Mais de toute la journée, il resta sérieux, le coeur triste.

* * * * *

Entrée à la maison, si maigre et avec si peu de lait, que la soeur Ursule avait failli la congédier, la nourrice, autrefois assise continuellement avec une pose raide et un profil maladif, devenait rapidement, à force de nourriture dont elle se crevait, une rougeaude commère remuante, poussant partout sa courte et grosse personne. Polie et timide naguère, elle acquérait de l'aplomb, répliquait. Et la femme de ménage la gâta complètement.

Élisa, une maigre et sèche femelle d'ouvrier usée par le labeur, avait une figure plate, le nez pointu, et des lèvres fendues au couteau.
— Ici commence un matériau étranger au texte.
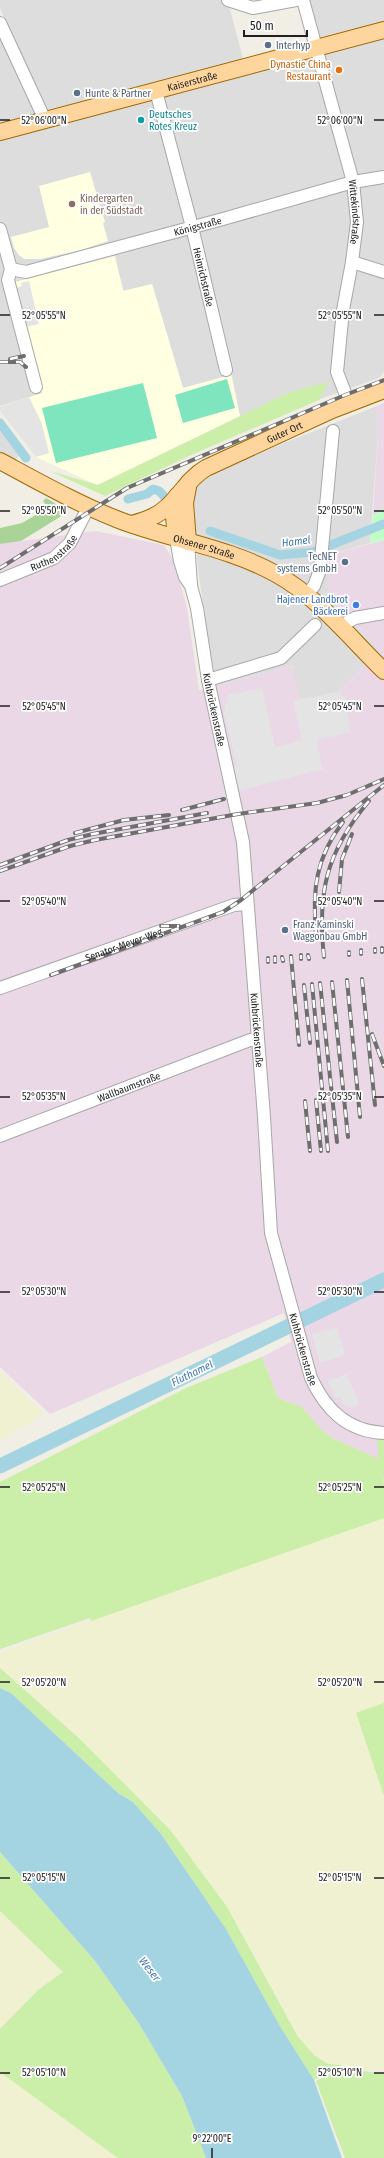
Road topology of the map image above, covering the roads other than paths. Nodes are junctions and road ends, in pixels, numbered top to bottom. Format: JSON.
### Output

D'abord obséquieuse et prolixe, elle devint muette, fit son service avec une précipitation, une rage froide, toute déçue de ne pouvoir glaner dans le petit ménage, un reste de pain ou d'os, car la nourrice, bouleversée par des fringales imaginaires, dévorait tout. À elles deux, elles emplissaient la cuisine. S'étant déplues d'abord, bientôt elles s'associèrent.

Ce furent des causeries interminables, où elles s'excitaient à demander des gages plus forts.

Quand les maîtres s'absentaient, elles passaient la revue des buffets, des armoires. Marthe, quelquefois, criait dans le berceau, Élisa en blêmissait de colère.

Elle avait trois enfants, dont un boiteux, et un mari qui la battait. Elle était bilieuse, méchante et fausse. La nourrice la craignit; Élisa la méprisa. Mais leurs rancunes communes contre le servage, les liaient.

André ne s'occupait point des domestiques; il partait tôt pour son bureau, rentrait tard.